Exercise data ::
--- --- ---

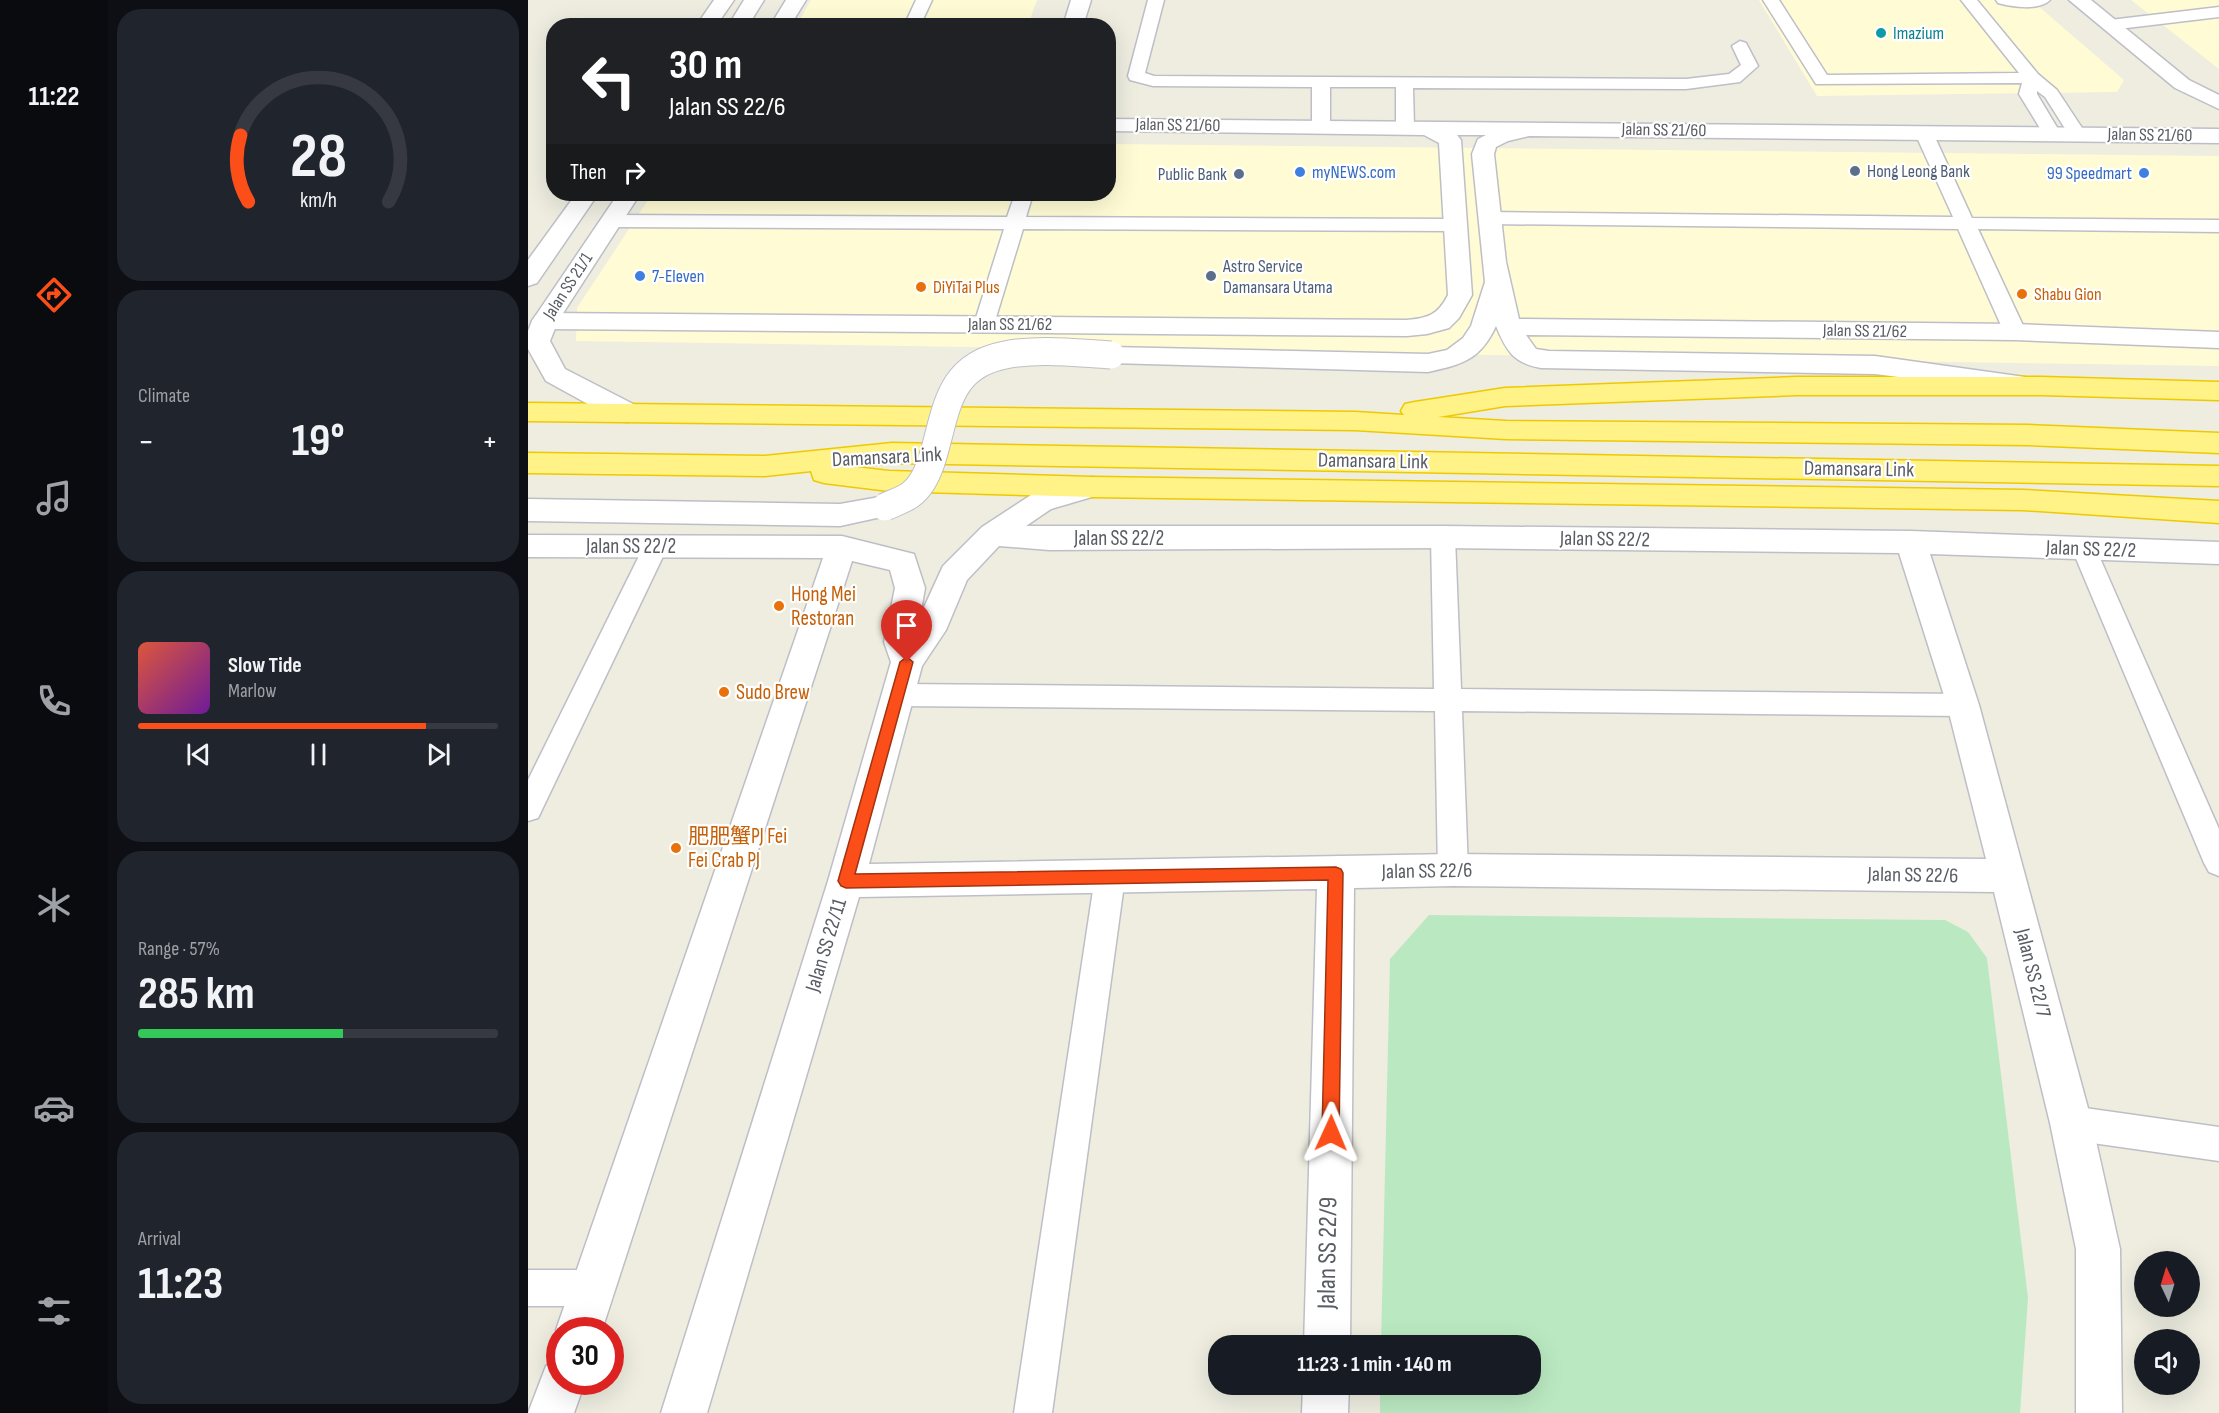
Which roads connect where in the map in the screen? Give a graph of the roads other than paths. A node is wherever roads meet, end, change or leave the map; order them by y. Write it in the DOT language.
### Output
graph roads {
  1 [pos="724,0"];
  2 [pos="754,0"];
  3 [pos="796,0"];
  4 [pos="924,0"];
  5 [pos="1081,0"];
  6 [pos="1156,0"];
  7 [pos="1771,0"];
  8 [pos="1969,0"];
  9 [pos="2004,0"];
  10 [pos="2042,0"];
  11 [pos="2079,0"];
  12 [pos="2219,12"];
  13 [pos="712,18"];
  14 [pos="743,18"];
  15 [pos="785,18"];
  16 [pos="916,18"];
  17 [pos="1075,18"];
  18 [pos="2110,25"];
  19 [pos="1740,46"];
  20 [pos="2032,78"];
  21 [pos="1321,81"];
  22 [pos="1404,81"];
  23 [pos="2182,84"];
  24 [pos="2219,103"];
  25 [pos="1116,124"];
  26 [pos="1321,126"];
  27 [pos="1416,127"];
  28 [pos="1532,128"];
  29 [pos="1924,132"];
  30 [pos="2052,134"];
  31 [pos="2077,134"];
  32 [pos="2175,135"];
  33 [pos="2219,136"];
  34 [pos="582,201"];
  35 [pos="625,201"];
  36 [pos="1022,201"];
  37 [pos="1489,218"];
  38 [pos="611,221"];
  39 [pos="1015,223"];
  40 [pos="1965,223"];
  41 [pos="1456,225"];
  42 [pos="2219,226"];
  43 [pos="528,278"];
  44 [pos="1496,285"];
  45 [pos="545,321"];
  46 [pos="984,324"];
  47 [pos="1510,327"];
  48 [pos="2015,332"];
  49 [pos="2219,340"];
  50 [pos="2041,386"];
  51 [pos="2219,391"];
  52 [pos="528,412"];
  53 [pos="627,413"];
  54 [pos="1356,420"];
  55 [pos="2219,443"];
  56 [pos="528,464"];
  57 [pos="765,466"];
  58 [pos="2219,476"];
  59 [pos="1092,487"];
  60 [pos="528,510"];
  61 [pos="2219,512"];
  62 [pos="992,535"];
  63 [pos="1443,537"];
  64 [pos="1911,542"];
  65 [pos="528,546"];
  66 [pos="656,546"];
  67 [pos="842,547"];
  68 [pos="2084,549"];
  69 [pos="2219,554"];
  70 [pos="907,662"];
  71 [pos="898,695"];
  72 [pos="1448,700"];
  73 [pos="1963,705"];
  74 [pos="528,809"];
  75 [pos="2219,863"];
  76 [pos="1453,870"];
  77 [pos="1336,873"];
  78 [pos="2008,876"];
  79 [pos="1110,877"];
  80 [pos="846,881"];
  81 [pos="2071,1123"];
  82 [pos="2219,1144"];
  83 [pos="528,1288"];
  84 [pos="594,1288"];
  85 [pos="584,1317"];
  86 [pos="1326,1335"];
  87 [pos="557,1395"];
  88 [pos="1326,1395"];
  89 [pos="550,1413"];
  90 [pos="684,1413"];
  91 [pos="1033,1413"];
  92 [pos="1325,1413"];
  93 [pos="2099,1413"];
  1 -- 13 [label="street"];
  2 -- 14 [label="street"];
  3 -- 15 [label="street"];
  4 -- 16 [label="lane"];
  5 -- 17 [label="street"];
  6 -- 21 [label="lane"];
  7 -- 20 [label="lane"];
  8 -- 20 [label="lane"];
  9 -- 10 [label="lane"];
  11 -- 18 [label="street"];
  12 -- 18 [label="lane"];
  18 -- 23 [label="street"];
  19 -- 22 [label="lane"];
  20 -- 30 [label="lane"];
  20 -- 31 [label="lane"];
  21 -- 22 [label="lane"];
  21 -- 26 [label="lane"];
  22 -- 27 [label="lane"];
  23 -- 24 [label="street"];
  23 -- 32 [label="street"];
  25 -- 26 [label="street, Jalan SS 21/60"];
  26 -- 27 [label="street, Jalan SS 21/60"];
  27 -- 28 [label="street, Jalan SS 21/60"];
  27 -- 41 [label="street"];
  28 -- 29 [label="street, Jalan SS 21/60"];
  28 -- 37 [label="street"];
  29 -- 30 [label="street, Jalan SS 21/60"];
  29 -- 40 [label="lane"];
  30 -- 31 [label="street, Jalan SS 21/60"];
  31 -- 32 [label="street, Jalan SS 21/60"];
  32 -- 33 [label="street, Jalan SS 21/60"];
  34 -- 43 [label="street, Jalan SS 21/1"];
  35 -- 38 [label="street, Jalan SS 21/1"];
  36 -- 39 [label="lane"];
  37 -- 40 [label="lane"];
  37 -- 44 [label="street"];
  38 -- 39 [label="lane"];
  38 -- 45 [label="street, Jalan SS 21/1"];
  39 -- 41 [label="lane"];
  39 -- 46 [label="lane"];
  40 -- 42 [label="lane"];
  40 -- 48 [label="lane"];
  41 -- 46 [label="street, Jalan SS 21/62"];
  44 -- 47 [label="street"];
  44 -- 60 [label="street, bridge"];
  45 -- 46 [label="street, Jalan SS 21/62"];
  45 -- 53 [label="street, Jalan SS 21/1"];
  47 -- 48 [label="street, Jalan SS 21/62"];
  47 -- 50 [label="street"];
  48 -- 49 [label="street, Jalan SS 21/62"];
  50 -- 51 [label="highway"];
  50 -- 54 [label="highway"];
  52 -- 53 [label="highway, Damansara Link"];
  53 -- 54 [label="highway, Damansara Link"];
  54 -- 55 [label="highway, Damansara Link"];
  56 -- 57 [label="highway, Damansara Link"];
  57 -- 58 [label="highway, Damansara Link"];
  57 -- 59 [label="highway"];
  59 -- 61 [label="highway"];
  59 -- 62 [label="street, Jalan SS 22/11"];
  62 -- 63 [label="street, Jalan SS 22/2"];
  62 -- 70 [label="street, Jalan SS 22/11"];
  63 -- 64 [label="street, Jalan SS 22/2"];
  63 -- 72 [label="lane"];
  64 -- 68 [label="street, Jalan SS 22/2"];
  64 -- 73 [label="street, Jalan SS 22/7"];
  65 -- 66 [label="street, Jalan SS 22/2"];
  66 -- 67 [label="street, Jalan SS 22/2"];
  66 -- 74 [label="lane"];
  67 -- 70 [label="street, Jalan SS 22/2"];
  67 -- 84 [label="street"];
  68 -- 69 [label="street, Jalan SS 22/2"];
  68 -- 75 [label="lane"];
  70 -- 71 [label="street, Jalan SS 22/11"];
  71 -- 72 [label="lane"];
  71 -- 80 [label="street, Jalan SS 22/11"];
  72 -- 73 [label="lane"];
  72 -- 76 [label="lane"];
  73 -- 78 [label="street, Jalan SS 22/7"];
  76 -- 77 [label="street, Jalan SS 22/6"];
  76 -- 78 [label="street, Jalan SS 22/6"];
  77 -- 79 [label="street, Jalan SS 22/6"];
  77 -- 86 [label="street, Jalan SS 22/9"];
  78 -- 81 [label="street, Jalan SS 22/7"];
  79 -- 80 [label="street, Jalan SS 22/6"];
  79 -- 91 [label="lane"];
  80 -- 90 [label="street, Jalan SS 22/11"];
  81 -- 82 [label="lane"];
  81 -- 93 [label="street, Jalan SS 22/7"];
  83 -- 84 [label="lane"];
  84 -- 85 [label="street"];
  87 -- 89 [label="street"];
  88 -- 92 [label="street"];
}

--- --- ---

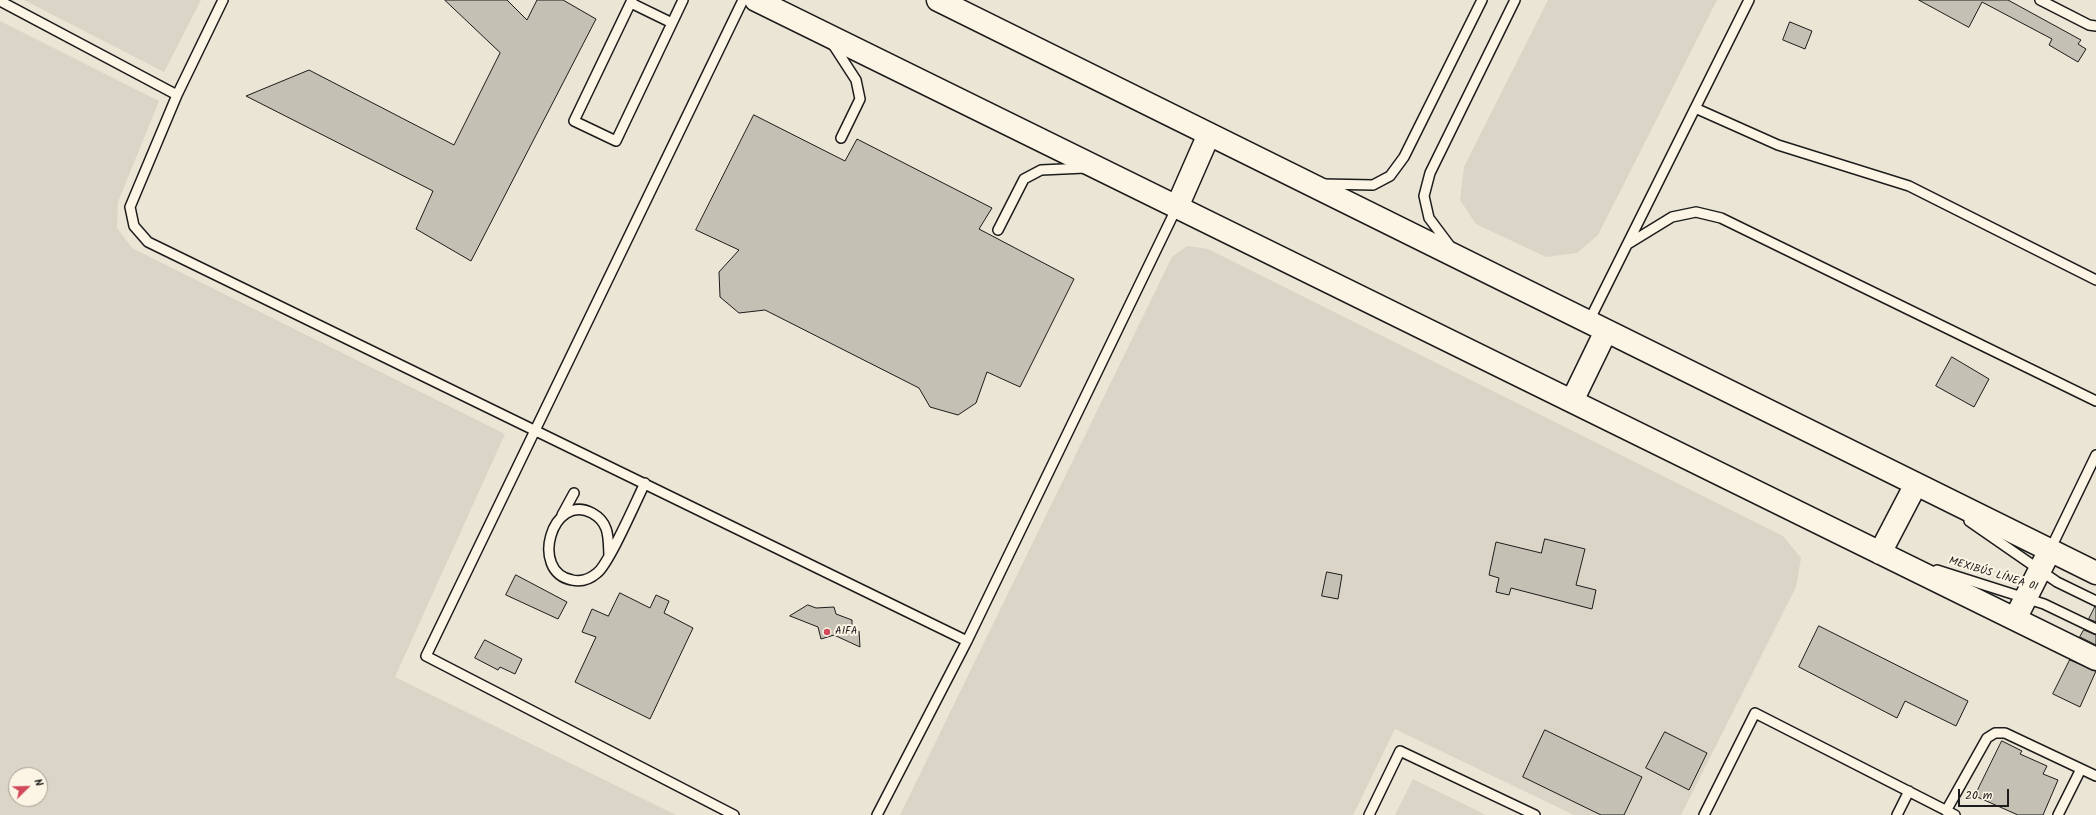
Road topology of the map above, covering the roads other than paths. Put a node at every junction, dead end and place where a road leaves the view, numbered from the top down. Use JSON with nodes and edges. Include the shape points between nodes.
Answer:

--- --- ---

Lines containing the word "other" are to be located in the entries and copied.

Answer to the exercise ::
Which roads connect where in the map in the screen? Give a graph of the roads other than paths. A node is wherever roads meet, end, change or leave the map; order them by y. Write it in the DOT language.
Road topology of the map above, covering the roads other than paths. Put a node at every junction, dead end and place where a road leaves the view, numbered from the top down. Use JSON with nodes and edges. Include the shape points between nodes.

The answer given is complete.